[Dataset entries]
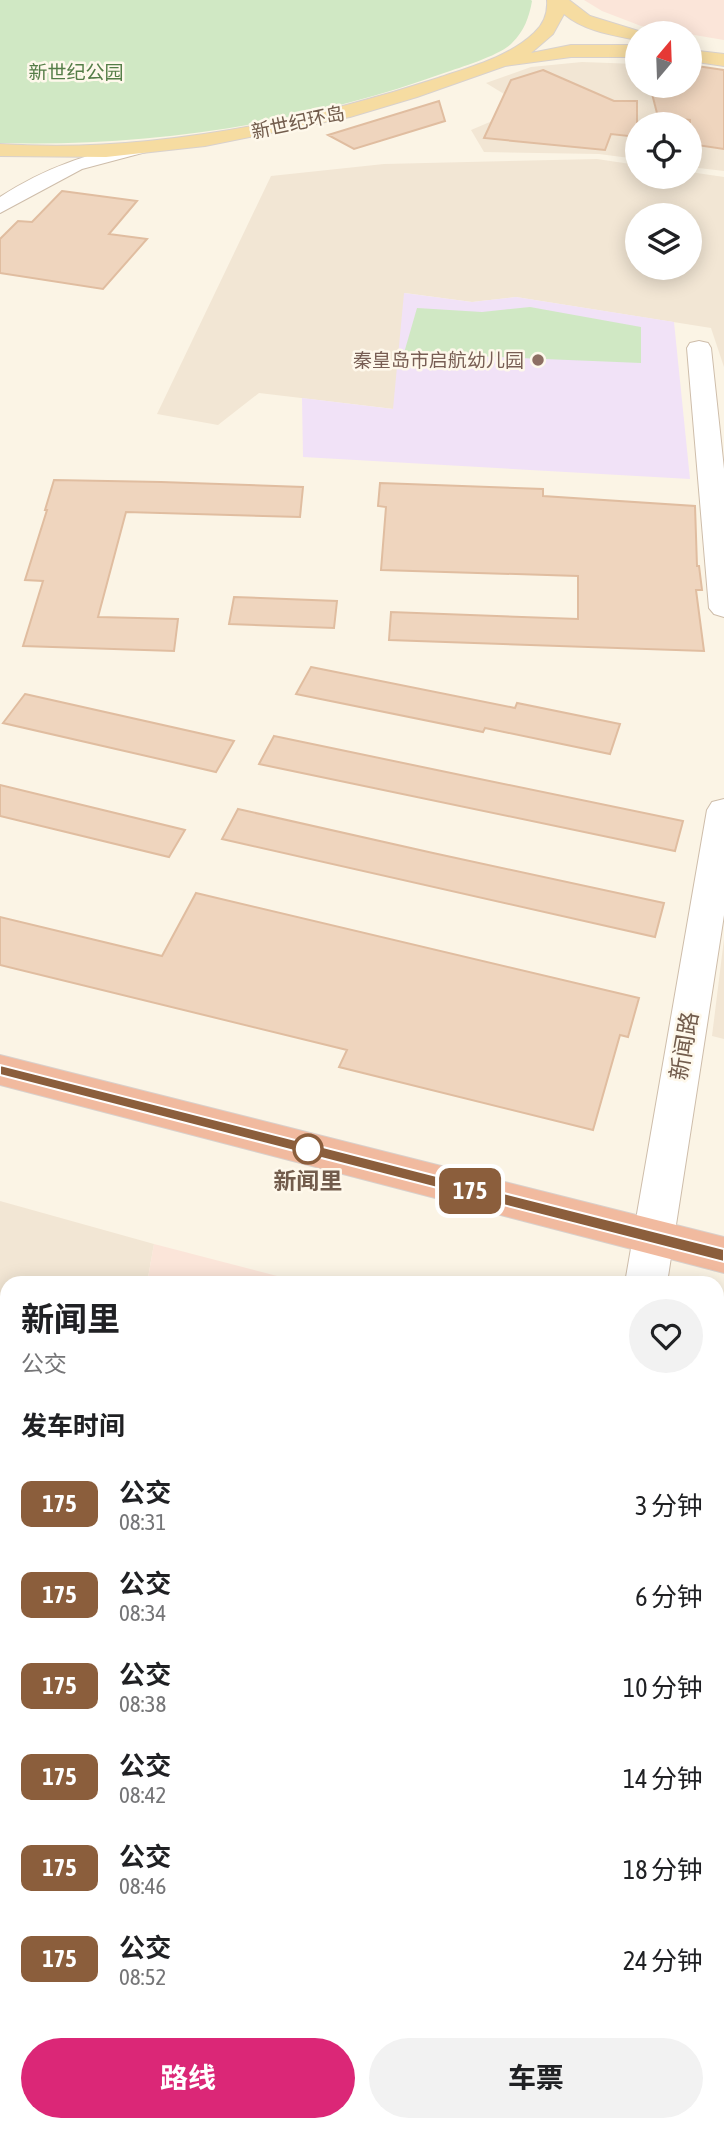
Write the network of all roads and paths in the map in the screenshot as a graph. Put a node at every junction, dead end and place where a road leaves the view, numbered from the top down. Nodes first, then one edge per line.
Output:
1 (558, 0) edge
2 (625, 32) edge
3 (702, 46) edge
4 (724, 49) edge
5 (625, 51) edge
6 (702, 57) edge
7 (724, 60) edge
8 (474, 73) junction
9 (139, 148) junction
10 (0, 150) edge
11 (0, 207) edge
12 (699, 348) dead end
13 (724, 608) edge
14 (724, 810) edge
15 (0, 1070) edge
16 (652, 1237) junction
17 (724, 1255) edge
18 (647, 1276) edge

1 - 2 main road
1 - 8 main road, 新世纪环岛
3 - 4 main road
5 - 8 main road
6 - 7 main road
8 - 9 main road, 新世纪环岛
9 - 10 main road, 新世纪环岛
9 - 11 street
12 - 13 street
14 - 16 street, 新闻路
15 - 16 highway
16 - 17 highway
16 - 18 street, 新闻路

» TASK STATEMENT: Leave the pictures aside and output each entry exactly as it stands.

» TASK RESPONSE:
Write the network of all roads and paths in the map in the screenshot as a graph. Put a node at every junction, dead end and place where a road leaves the view, numbered from the top down. Nodes first, then one edge per line.
Output:
1 (558, 0) edge
2 (625, 32) edge
3 (702, 46) edge
4 (724, 49) edge
5 (625, 51) edge
6 (702, 57) edge
7 (724, 60) edge
8 (474, 73) junction
9 (139, 148) junction
10 (0, 150) edge
11 (0, 207) edge
12 (699, 348) dead end
13 (724, 608) edge
14 (724, 810) edge
15 (0, 1070) edge
16 (652, 1237) junction
17 (724, 1255) edge
18 (647, 1276) edge

1 - 2 main road
1 - 8 main road, 新世纪环岛
3 - 4 main road
5 - 8 main road
6 - 7 main road
8 - 9 main road, 新世纪环岛
9 - 10 main road, 新世纪环岛
9 - 11 street
12 - 13 street
14 - 16 street, 新闻路
15 - 16 highway
16 - 17 highway
16 - 18 street, 新闻路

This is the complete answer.